Will sea level rise affect any major population centers?
```r
popcenter2=raster::resample(popcenter,dem,method="ngb")
floodpop2= flood2==1 & popcenter2
floodpop2=mask(floodpop2,floodpop2,maskval=0)
plot(flood2);plot(floodpop2,add=T,col="red",legend=F);
bgd%>%
gSimplify(0.01)%>%
plot(add=T)
```

## Vectorize raster
```r
vpop=rasterToPolygons(popcenter, dissolve=TRUE)

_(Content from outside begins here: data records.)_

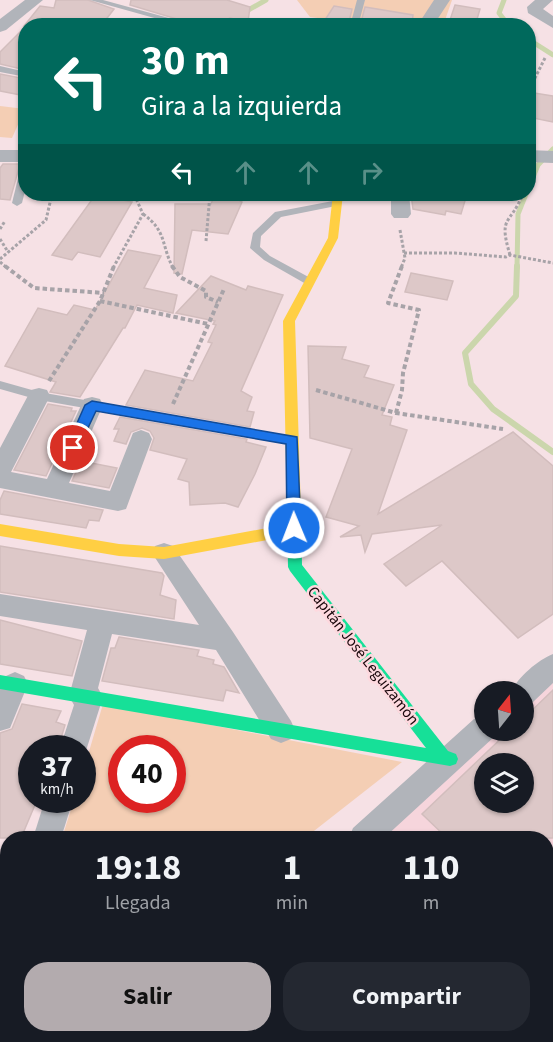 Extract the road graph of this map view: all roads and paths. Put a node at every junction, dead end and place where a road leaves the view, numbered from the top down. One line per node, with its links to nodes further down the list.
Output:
1 (35, 0): 10 (street)
2 (94, 0): 6 (lane)
3 (361, 0): 7 (lane)
4 (442, 0): 8 (street)
5 (546, 0): 9 (street)
6 (163, 18)
7 (356, 18)
8 (430, 18)
9 (553, 23)
10 (0, 27)
11 (544, 58): 14 (path)
12 (0, 69): 13 (lane)
13 (18, 73)
14 (536, 75)
15 (0, 156): 16 (street)
16 (18, 156)
17 (18, 198): 25 (lane)
18 (50, 201): 32 (path)
19 (137, 201): 26 (path)
20 (209, 201): 31 (path)
21 (327, 201): 37 (lane)
22 (338, 201): 37 (street, Capitán José Leguizamón)
23 (400, 201): 27 (street)
24 (518, 201): 34 (path)
25 (17, 202)
26 (143, 214): 39 (path); 41 (path)
27 (401, 214): 33 (path)
28 (5, 221): 29 (path)
29 (0, 229)
30 (0, 239): 32 (path)
31 (206, 241)
32 (8, 252): 35 (path)
33 (404, 253): 34 (path); 47 (path)
34 (511, 256): 36 (path)
35 (0, 260): 39 (path)
36 (553, 263)
37 (310, 282): 43 (street, Capitán José Leguizamón)
38 (224, 289): 41 (path)
39 (104, 293): 40 (path)
40 (100, 302): 42 (path); 45 (path)
41 (218, 302): 42 (path)
42 (208, 324): 48 (path)
43 (291, 383): 47 (path); 51 (street, Capitán José Leguizamón)
44 (0, 385): 45 (lane)
45 (39, 396): 46 (lane); 52 (street)
46 (92, 405): 48 (lane); 54 (street)
47 (396, 413): 49 (path)
48 (167, 419): 51 (lane)
49 (503, 429)
50 (141, 439): 54 (street)
51 (292, 440): 55 (street, Capitán José Leguizamón)
52 (0, 470)
53 (0, 479): 54 (street)
54 (54, 490)
55 (294, 528): 57 (street); 69 (street, Capitán José Leguizamón)
56 (0, 530): 57 (street)
57 (164, 553): 60 (street)
58 (0, 605): 59 (street)
59 (102, 621): 60 (street); 64 (street)
60 (224, 640): 66 (street)
61 (553, 666): 63 (street)
62 (8, 683): 64 (street); 65 (street)
63 (534, 684)
64 (86, 697): 66 (street); 67 (street)
65 (0, 719)
66 (281, 730): 69 (street)
67 (78, 735)
68 (474, 736): 69 (street)
69 (447, 759): 72 (street)
70 (55, 813): 71 (street)
71 (48, 831)
72 (370, 831) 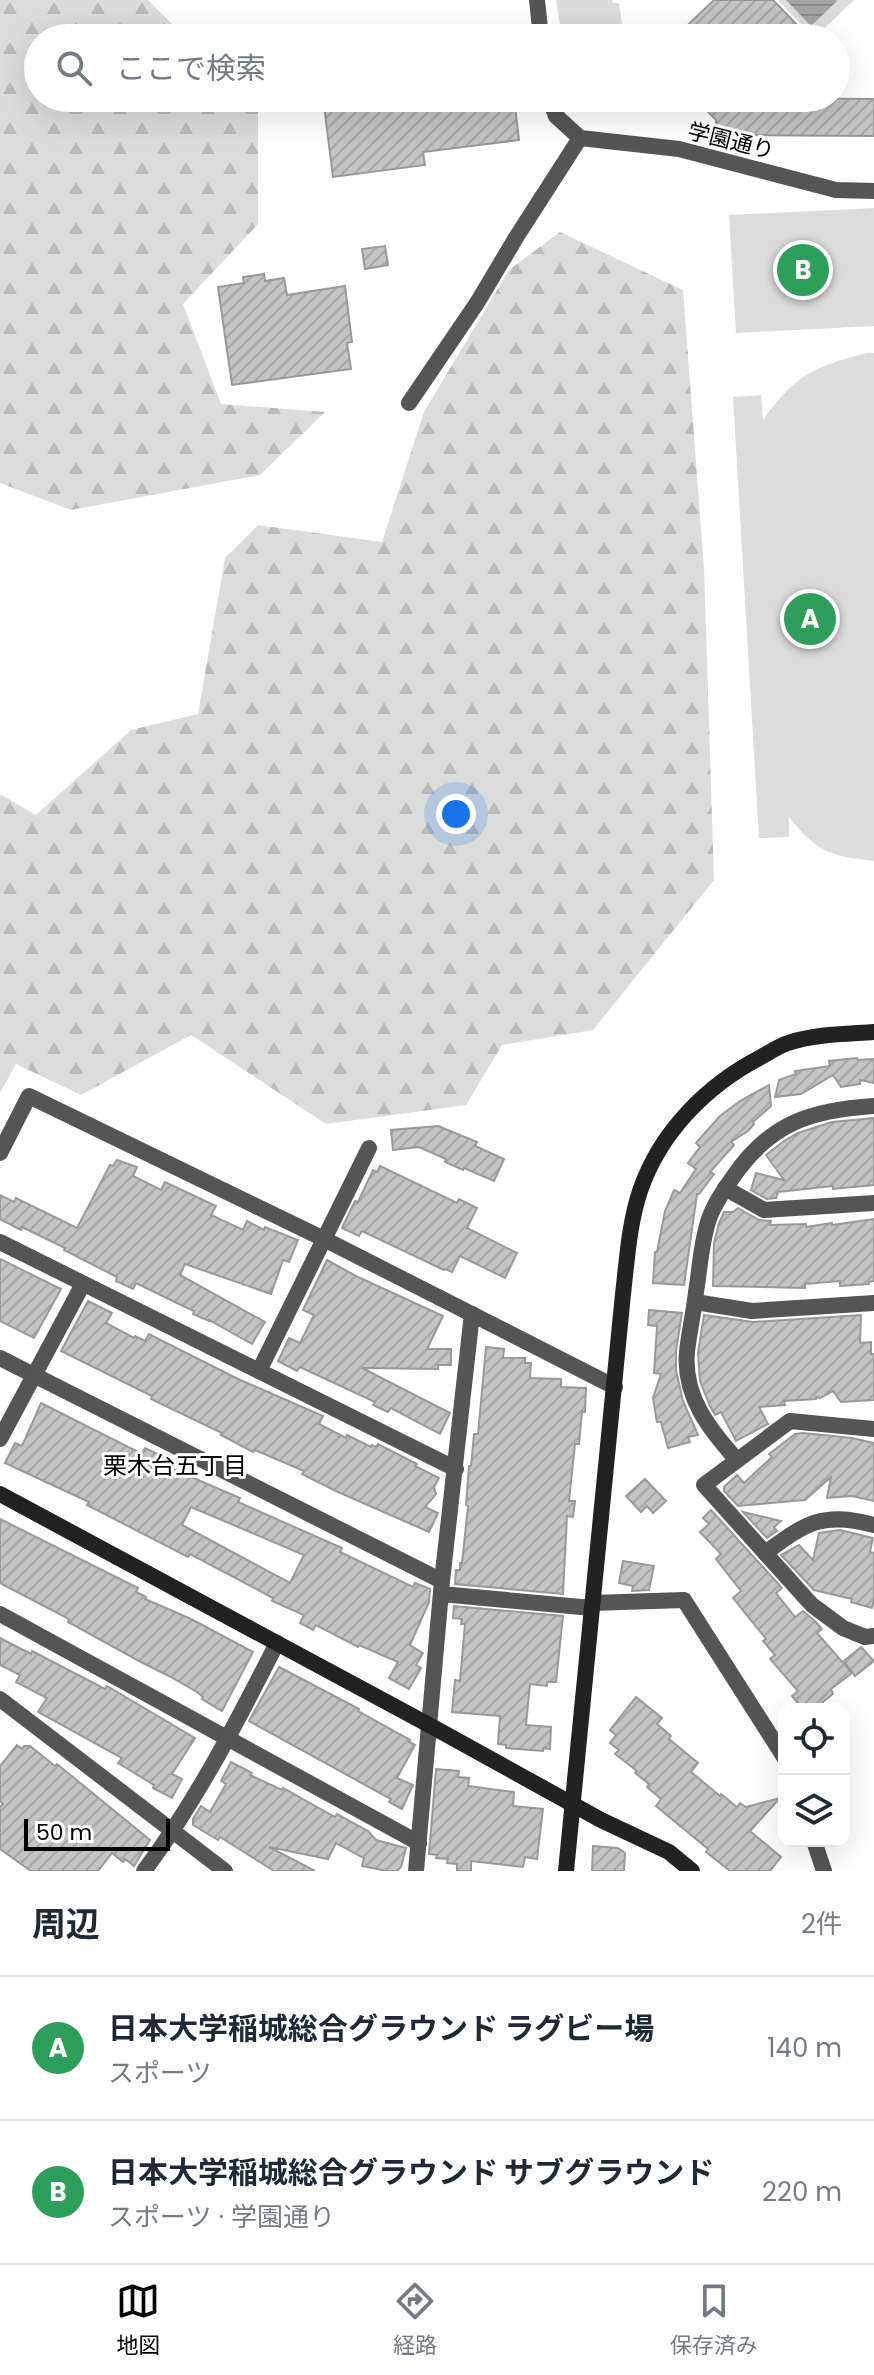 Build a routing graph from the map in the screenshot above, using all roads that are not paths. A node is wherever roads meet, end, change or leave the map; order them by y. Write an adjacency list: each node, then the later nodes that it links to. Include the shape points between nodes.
1 (537, 0): 2 (street)
2 (540, 24)
3 (554, 112): 4 (street)
4 (580, 138): 5 (street, 学園通り, via 679,149 836,190); 6 (street)
5 (874, 191)
6 (409, 403)
7 (874, 1032): 22 (street, via 787,1043 735,1071 677,1123 656,1155 631,1223)
8 (874, 1106): 11 (street, via 817,1113 791,1124 747,1156)
9 (369, 1148): 13 (street)
10 (0, 1153): 13 (street, via 29,1096)
11 (725, 1188): 12 (street, via 764,1210); 16 (street, via 709,1218)
12 (874, 1203)
13 (324, 1239): 18 (street); 20 (street)
14 (0, 1242): 15 (street)
15 (83, 1284): 20 (street); 21 (street)
16 (695, 1302): 17 (street, via 752,1311); 25 (street, via 688,1381 699,1414)
17 (874, 1303)
18 (472, 1314): 22 (street); 26 (street)
19 (0, 1358): 21 (street)
20 (259, 1371): 26 (street)
21 (35, 1375): 24 (street); 30 (street)
22 (615, 1387): 31 (street)
23 (874, 1429): 25 (street, via 790,1421)
24 (0, 1439)
25 (737, 1460): 29 (street, via 704,1485)
26 (456, 1469): 30 (street)
27 (0, 1494): 34 (street)
28 (874, 1525): 29 (street, via 840,1518 816,1521)
29 (765, 1553): 33 (street, via 812,1605 843,1628)
30 (442, 1588): 31 (street); 36 (street)
31 (592, 1606): 38 (street, via 684,1600); 39 (street)
32 (0, 1614): 37 (street)
33 (874, 1636)
34 (277, 1643): 36 (street); 37 (street)
35 (0, 1699): 40 (street)
36 (431, 1726): 39 (street); 41 (street)
37 (229, 1737): 40 (street); 41 (street)
38 (778, 1748)
39 (573, 1805): 46 (street); 47 (street, via 669,1852)
40 (173, 1832): 43 (street); 44 (street)
41 (419, 1843): 45 (street)
42 (816, 1847): 48 (street)
43 (144, 1871)
44 (225, 1871)
45 (416, 1871)
46 (566, 1871)
47 (692, 1871)
48 (824, 1871)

gplot(dem,max=1e5)+geom_tile(aes(fill=value))+
scale_fill_gradientn(
colours=c("red","yellow","grey30","grey20","grey10"),
trans="log1p",breaks= log_breaks(n = 5, base = 10)(c(1, 1e3)))+
coord_cartesian(ylim=c(21.5,24),xlim=c(90,91))+
geom_path(data=fortify(bgd),aes(x=long,y=lat,group=group),size=.5)+
geom_path(data=fortify(vpop),aes(x=long,y=lat,group=group),size=1,col="green")
```

Warning: very slow on large rasters...
## 3D Visualization
Uses `rgl` library.
```r
plot3D(dem)
decorate3d()
```
50 different styles illustrated [here](https://cran.r-project.org/web/packages/plot3D/vignettes/volcano.pdf).
Overlay population with `drape`
```r
plot3D(dem,drape=pop, zfac=0.2)
decorate3d()
```
## Raster overview
* Perform many GIS operations
* Convenient processing and workflows
* Some functions (e.g. `distance()`) can be slow!